=== Begin Enclosure ===

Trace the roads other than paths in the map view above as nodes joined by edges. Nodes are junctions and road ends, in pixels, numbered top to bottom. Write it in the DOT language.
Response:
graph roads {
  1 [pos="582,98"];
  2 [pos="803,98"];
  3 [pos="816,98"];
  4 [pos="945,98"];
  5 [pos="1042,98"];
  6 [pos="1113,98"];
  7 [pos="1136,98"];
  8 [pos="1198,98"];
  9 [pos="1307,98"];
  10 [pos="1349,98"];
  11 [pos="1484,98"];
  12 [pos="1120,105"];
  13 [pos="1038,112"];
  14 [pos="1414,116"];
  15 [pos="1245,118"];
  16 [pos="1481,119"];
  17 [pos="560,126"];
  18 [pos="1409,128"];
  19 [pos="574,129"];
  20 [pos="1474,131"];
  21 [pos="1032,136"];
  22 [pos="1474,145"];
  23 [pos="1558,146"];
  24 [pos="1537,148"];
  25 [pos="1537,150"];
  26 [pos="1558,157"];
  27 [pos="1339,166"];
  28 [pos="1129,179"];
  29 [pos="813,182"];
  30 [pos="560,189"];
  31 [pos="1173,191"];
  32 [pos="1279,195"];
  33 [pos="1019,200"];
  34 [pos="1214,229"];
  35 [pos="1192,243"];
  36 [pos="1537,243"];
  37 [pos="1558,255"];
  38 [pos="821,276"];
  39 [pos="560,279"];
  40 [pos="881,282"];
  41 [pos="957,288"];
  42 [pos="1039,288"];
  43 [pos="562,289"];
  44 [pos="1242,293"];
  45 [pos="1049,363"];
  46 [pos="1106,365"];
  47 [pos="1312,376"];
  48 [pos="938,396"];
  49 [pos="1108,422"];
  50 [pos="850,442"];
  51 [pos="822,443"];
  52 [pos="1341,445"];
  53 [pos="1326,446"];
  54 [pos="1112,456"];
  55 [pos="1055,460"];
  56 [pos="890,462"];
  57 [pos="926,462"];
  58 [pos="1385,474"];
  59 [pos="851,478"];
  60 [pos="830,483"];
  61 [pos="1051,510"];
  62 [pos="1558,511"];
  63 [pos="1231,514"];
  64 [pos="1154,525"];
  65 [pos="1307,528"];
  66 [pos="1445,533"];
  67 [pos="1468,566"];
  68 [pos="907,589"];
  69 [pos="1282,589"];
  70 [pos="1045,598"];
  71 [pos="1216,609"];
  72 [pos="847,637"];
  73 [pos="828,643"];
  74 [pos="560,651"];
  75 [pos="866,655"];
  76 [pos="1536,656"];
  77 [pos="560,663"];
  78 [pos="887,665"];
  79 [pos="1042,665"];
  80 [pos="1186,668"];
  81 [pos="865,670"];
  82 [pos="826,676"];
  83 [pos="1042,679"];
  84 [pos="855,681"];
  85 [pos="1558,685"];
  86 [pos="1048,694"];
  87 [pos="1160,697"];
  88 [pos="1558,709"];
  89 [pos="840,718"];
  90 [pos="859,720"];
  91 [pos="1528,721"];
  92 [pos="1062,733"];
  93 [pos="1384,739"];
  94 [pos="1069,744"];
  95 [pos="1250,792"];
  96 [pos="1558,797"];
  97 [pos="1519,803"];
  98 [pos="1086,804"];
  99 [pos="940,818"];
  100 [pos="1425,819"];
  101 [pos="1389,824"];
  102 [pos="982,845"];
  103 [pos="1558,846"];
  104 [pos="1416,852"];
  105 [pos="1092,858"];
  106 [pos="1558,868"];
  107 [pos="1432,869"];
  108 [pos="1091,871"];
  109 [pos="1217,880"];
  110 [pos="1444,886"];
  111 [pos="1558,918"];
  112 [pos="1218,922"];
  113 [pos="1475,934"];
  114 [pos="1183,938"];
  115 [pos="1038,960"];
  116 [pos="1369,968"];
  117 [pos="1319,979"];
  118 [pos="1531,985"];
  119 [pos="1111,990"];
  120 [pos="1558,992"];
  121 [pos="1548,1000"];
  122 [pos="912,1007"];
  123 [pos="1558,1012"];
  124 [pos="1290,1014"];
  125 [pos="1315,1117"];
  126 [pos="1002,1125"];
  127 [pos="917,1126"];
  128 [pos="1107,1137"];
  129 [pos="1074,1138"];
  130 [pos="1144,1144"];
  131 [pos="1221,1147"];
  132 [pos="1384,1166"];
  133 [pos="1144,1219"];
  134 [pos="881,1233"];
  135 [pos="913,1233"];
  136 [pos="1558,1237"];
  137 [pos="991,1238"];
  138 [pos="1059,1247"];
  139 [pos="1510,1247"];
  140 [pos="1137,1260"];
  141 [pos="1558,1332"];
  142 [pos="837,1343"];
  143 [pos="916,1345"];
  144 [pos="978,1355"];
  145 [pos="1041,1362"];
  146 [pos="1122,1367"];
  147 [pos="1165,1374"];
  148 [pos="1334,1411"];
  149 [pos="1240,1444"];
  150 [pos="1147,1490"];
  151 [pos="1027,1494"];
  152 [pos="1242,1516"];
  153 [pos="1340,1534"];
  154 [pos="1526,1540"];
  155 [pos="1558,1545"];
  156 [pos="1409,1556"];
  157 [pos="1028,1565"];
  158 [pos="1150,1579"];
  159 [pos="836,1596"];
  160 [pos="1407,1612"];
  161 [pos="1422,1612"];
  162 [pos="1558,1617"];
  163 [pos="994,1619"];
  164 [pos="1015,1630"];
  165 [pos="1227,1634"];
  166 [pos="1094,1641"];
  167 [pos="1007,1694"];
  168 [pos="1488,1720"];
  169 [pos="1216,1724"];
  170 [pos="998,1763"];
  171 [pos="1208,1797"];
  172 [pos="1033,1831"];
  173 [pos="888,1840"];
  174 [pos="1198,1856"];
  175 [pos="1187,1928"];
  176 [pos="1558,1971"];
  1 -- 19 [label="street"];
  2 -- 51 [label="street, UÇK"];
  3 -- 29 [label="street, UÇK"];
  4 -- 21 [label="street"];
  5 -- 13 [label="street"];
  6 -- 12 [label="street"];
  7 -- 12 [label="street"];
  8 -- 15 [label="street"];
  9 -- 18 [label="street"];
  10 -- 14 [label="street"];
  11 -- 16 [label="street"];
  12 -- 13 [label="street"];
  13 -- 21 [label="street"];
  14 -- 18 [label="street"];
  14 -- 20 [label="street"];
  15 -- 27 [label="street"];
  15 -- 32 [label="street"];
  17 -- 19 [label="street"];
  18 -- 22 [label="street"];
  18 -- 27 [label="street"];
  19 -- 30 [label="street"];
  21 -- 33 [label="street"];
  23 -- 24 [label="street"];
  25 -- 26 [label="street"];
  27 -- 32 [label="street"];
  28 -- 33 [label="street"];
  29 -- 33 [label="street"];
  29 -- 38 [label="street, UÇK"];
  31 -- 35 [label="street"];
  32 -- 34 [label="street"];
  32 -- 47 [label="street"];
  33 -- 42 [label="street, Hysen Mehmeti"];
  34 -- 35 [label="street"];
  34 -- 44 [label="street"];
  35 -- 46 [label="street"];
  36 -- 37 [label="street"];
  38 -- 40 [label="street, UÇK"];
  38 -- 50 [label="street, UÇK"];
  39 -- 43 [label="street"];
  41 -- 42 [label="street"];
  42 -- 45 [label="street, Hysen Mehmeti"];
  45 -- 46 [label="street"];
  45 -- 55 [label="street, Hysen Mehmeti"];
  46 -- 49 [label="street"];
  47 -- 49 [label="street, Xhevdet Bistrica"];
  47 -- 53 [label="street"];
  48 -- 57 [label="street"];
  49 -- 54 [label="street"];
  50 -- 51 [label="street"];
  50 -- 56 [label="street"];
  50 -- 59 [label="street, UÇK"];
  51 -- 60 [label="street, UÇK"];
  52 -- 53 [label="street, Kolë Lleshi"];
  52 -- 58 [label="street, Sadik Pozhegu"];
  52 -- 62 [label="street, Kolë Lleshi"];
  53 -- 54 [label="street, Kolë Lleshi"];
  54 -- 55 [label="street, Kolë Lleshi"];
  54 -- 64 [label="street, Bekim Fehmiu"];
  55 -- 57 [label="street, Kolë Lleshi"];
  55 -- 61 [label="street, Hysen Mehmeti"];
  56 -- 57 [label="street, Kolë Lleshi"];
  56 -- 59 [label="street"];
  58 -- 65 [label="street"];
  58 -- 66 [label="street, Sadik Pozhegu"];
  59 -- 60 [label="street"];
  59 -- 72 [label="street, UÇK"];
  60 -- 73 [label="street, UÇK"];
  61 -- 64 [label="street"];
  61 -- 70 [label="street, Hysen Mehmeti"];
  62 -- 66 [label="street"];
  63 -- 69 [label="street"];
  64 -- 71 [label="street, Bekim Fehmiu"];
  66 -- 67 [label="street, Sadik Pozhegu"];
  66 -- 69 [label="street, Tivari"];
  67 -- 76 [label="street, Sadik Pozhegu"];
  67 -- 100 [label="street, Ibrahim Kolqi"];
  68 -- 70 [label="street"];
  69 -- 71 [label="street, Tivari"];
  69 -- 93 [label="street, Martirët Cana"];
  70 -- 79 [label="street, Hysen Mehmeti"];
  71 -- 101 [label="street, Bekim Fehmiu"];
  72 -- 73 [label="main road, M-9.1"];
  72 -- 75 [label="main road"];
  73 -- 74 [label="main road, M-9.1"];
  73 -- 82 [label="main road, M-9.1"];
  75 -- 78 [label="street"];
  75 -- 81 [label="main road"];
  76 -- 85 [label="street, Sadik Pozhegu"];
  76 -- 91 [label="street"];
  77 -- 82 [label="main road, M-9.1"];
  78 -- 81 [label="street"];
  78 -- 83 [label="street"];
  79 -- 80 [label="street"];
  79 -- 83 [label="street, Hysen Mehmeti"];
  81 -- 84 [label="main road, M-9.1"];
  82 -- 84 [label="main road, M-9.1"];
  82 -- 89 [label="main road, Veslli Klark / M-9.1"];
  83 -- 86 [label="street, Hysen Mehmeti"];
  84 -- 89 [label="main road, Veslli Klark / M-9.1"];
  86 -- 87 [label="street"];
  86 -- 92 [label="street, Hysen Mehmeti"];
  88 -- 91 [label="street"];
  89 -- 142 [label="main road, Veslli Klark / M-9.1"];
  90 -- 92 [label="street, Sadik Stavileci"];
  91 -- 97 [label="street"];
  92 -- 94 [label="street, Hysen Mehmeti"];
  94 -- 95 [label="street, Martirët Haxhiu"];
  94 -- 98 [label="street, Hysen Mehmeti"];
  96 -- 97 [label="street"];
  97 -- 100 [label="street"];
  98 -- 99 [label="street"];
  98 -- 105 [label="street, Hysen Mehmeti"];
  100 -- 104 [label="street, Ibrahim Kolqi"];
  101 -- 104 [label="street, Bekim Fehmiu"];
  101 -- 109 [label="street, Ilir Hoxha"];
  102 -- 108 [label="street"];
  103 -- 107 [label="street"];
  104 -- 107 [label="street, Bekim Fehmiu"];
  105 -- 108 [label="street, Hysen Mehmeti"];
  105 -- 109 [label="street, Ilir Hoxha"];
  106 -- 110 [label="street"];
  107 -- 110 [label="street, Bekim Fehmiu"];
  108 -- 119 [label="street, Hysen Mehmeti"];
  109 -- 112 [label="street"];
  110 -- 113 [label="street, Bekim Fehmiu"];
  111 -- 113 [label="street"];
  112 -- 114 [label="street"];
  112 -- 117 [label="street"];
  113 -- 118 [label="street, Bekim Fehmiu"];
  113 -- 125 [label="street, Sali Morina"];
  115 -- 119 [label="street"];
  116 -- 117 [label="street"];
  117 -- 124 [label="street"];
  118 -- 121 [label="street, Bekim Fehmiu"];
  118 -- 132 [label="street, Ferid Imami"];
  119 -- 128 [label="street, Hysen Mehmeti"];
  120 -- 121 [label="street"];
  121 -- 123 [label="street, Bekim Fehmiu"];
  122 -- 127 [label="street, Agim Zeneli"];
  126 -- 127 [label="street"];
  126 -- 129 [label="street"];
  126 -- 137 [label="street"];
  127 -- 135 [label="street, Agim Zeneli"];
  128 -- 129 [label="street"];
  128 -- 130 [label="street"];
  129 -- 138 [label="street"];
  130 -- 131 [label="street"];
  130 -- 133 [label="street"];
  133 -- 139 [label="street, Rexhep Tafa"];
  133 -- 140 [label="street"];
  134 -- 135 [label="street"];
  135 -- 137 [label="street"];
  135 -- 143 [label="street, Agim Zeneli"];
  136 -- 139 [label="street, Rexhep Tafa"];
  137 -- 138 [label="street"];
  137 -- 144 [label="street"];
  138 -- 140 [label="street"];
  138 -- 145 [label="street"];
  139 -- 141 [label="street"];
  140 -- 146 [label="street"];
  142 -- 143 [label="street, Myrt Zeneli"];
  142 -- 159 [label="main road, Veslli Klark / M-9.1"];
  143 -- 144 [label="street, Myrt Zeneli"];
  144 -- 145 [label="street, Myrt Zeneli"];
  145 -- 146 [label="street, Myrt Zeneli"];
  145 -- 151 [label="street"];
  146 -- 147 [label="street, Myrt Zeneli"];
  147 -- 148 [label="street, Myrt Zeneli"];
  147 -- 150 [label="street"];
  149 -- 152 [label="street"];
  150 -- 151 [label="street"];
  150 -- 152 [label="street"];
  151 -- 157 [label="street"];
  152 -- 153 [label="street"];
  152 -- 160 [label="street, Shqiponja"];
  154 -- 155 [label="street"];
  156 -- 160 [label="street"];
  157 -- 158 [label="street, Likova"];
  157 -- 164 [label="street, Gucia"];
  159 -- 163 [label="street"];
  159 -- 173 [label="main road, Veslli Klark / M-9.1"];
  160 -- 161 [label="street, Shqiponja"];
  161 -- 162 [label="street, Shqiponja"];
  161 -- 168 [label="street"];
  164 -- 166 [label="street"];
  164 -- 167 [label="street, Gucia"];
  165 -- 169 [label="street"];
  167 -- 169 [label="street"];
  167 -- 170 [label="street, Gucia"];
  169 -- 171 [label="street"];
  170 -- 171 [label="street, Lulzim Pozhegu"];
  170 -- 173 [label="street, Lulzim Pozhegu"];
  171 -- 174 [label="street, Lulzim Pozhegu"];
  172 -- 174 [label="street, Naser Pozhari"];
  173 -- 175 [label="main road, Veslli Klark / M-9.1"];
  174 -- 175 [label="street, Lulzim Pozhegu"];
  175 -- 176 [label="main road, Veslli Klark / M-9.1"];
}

=== End Enclosure ===

Match on "Bekim" and report each line of the data above that has it.

  54 -- 64 [label="street, Bekim Fehmiu"];
  64 -- 71 [label="street, Bekim Fehmiu"];
  71 -- 101 [label="street, Bekim Fehmiu"];
  101 -- 104 [label="street, Bekim Fehmiu"];
  104 -- 107 [label="street, Bekim Fehmiu"];
  107 -- 110 [label="street, Bekim Fehmiu"];
  110 -- 113 [label="street, Bekim Fehmiu"];
  113 -- 118 [label="street, Bekim Fehmiu"];
  118 -- 121 [label="street, Bekim Fehmiu"];
  121 -- 123 [label="street, Bekim Fehmiu"];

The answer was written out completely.